Deepfake generation has witnessed remarkable progress, contributing to highly realistic generated images, videos, and audio. While technically intriguing, such progress has raised serious concerns related to the misuse of manipulated media. To mitigate such misuse, robust and reliable deepfake detection is urgently needed. Towards this, we propose a novel network FauxNet, which is based on pre-trained Visual Speech Recognition (VSR) features. By extracting temporal VSR features from videos, we identify and segregate real videos from manipulated ones. The holy grail in this context has to do with zero-shot detection, i.e., generalizable detection, which we focus on in this work. FauxNet consistently outperforms the state-of-the-art in this setting. In addition, FauxNet is able to attribute - distinguish between generation techniques from which the videos stem.
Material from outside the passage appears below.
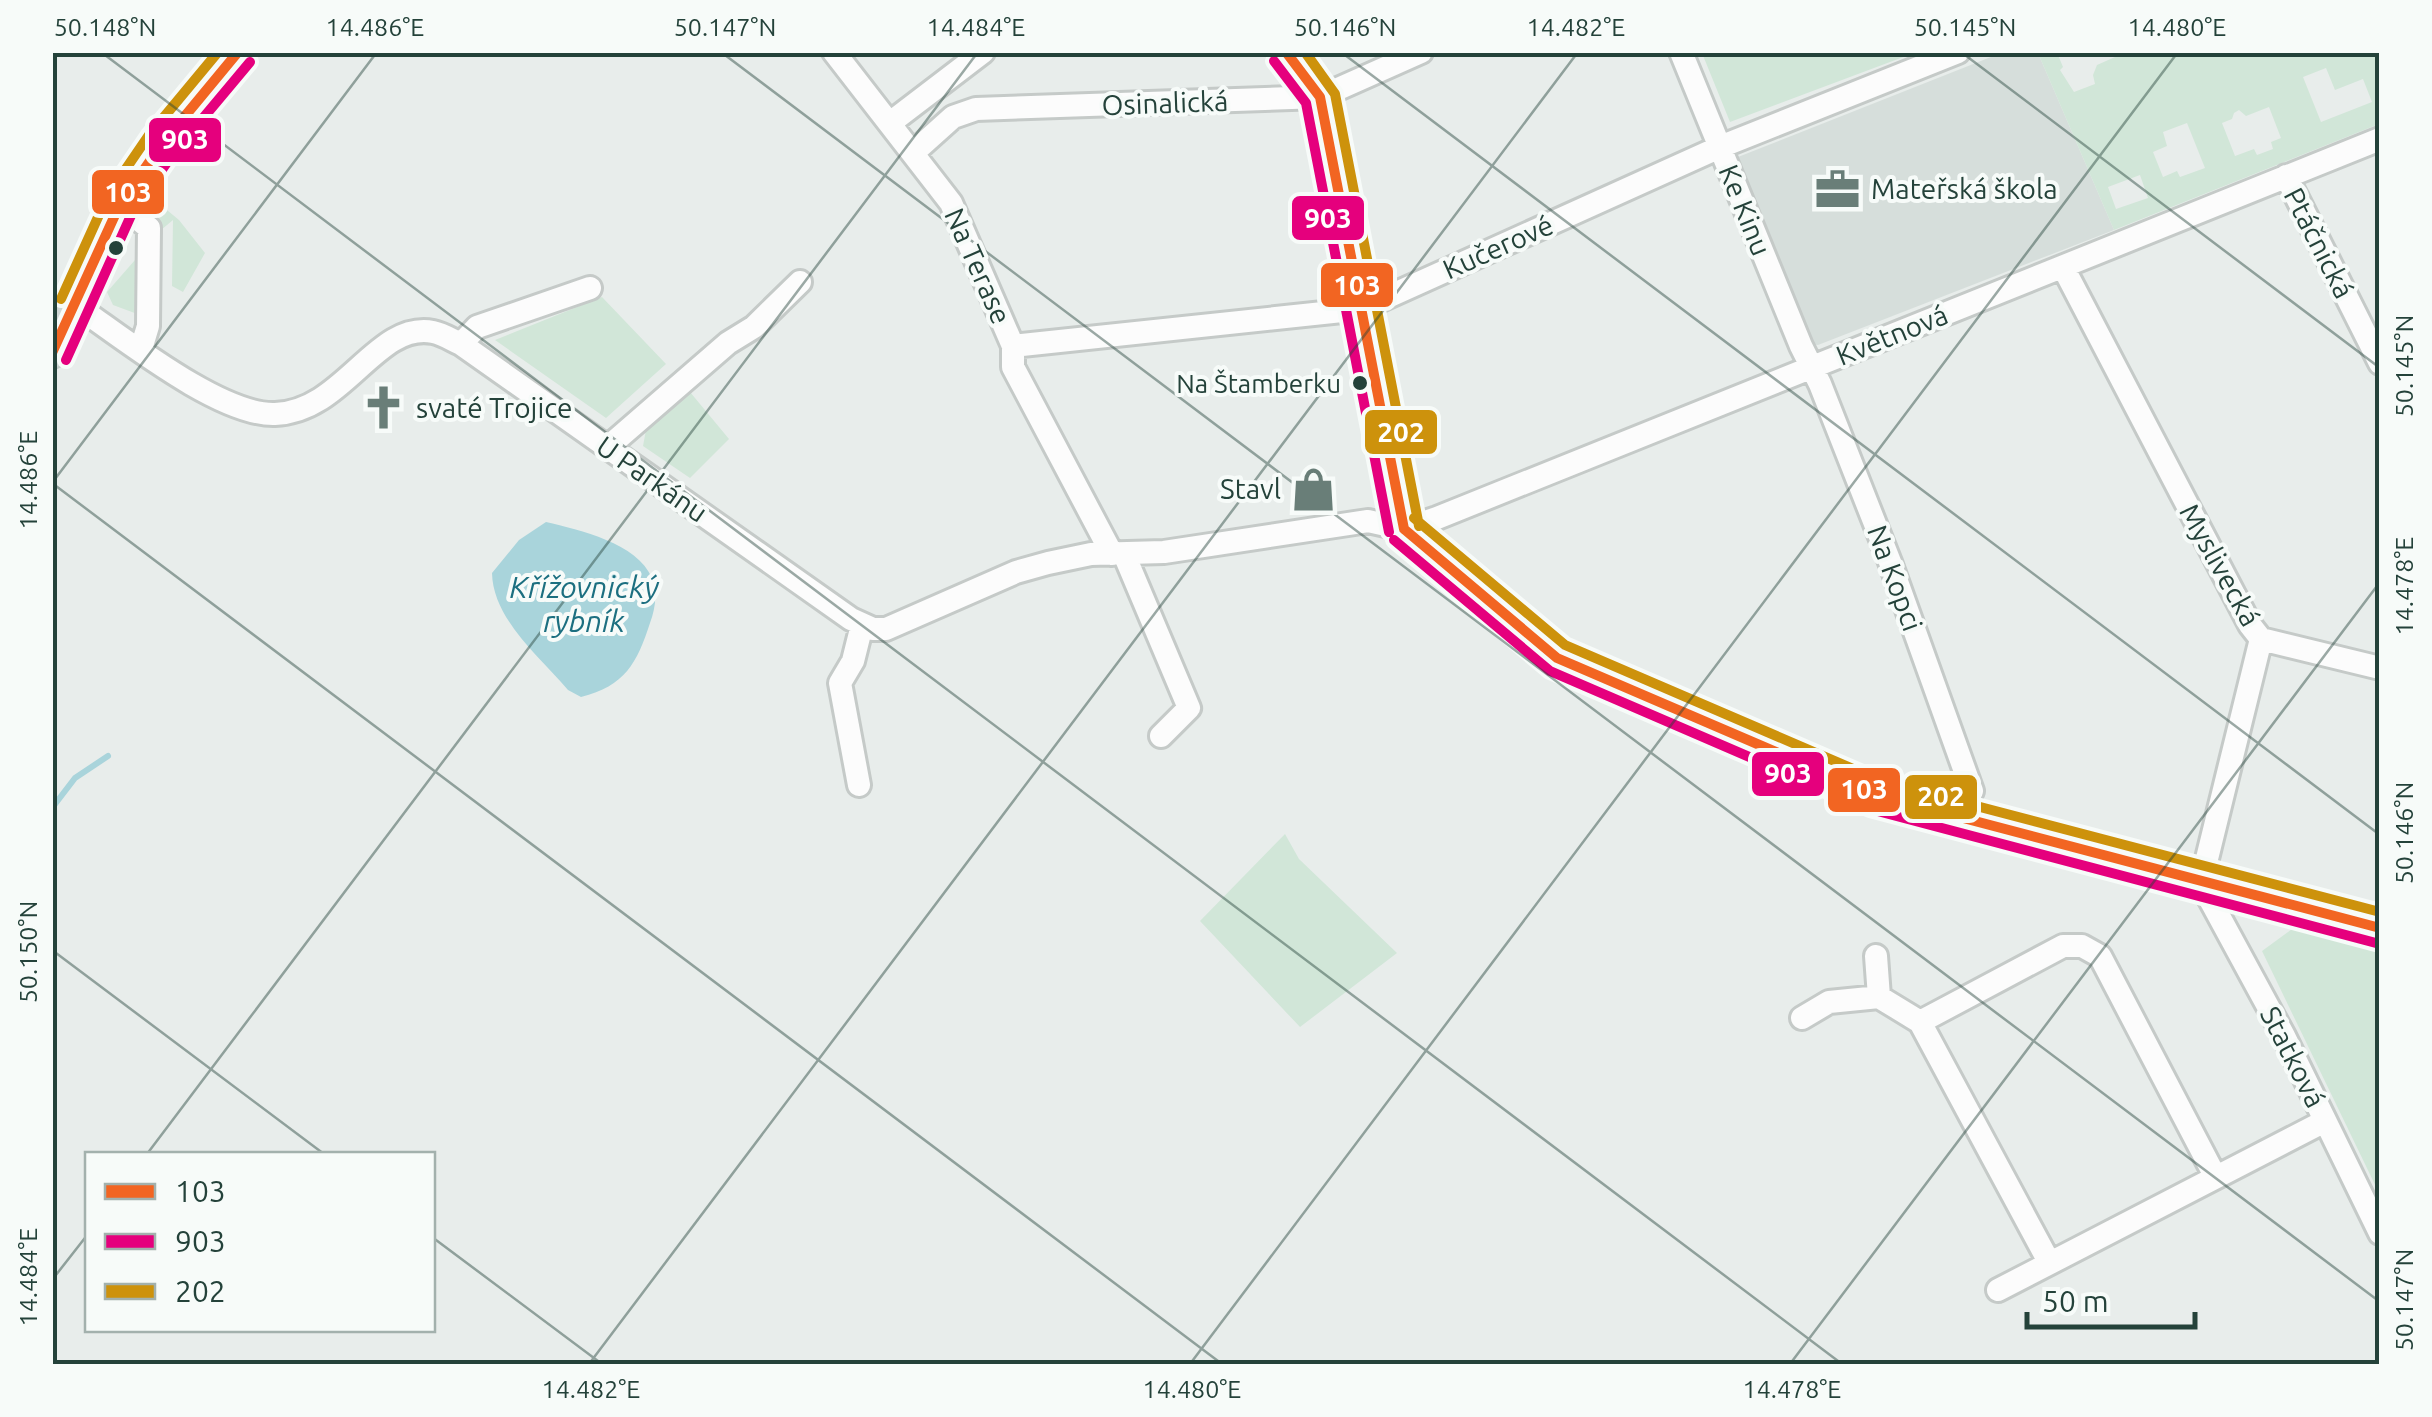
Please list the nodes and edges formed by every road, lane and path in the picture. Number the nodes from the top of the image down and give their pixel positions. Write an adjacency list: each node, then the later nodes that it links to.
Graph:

Finally, we propose new datasets, referred to as Authentica-Vox and Authentica-HDTF, comprising about 38,000 real and fake videos in total, the latter created with six recent deepfake generation techniques. We provide extensive analysis and results on the Authentica datasets and FaceForensics++, demonstrating the superiority of FauxNet. The Authentica datasets will be made publicly available.